Task item: In the entries below, spot each line with the word "hand" and copy it.

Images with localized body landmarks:
--------------------------------

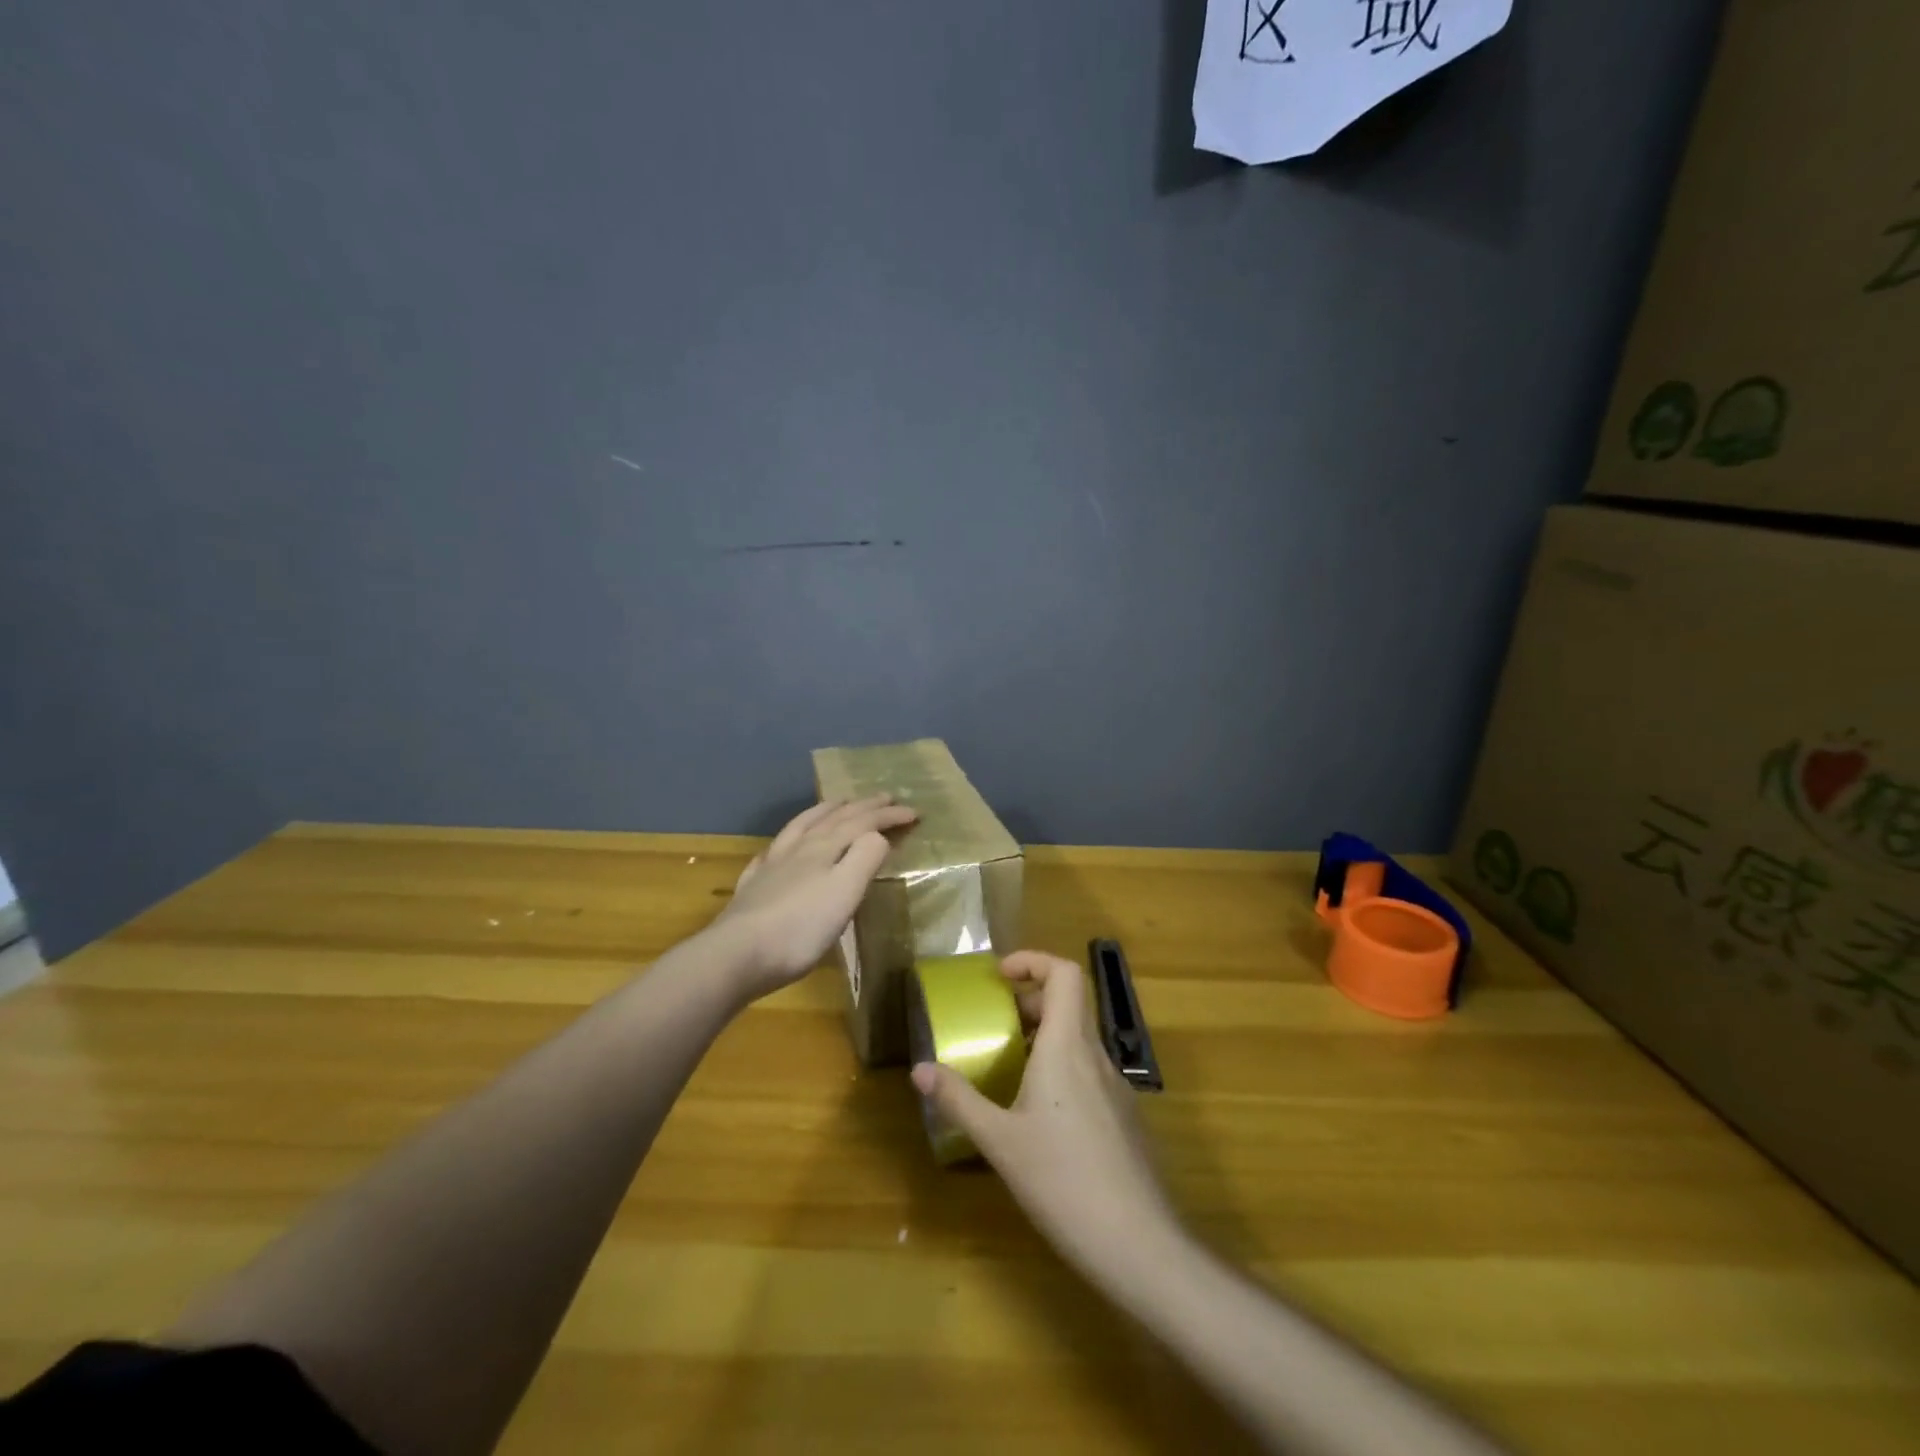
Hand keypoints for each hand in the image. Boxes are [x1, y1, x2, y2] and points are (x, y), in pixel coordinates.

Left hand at [713, 795, 917, 998]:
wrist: (737, 955)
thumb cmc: (800, 928)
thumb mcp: (845, 892)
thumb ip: (865, 858)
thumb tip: (877, 836)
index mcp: (824, 847)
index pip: (862, 822)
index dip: (888, 815)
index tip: (914, 812)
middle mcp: (798, 848)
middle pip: (834, 818)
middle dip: (863, 806)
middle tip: (884, 796)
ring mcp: (772, 866)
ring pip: (801, 826)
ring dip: (824, 811)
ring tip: (838, 802)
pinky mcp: (754, 887)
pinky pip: (772, 852)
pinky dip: (786, 840)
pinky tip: (782, 847)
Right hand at [912, 951, 1178, 1280]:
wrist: (1138, 1244)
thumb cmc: (1063, 1181)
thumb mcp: (999, 1141)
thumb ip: (959, 1100)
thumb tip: (919, 1069)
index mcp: (1066, 1047)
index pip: (1064, 973)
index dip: (1033, 961)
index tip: (1000, 976)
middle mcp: (1095, 1055)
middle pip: (1069, 1003)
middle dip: (1029, 1003)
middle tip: (995, 1026)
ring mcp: (1116, 1086)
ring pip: (1079, 1039)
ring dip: (1044, 1038)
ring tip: (1010, 1069)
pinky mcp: (1124, 1116)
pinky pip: (1089, 1071)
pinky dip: (1061, 1068)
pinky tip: (1041, 1116)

--------------------------------

Response to the exercise:
Hand keypoints for each hand in the image. Boxes are [x1, y1, x2, y2] and points are (x, y), in pixel coordinates.
Left hand at [713, 795, 917, 998]:
Right hand at [912, 951, 1178, 1280]:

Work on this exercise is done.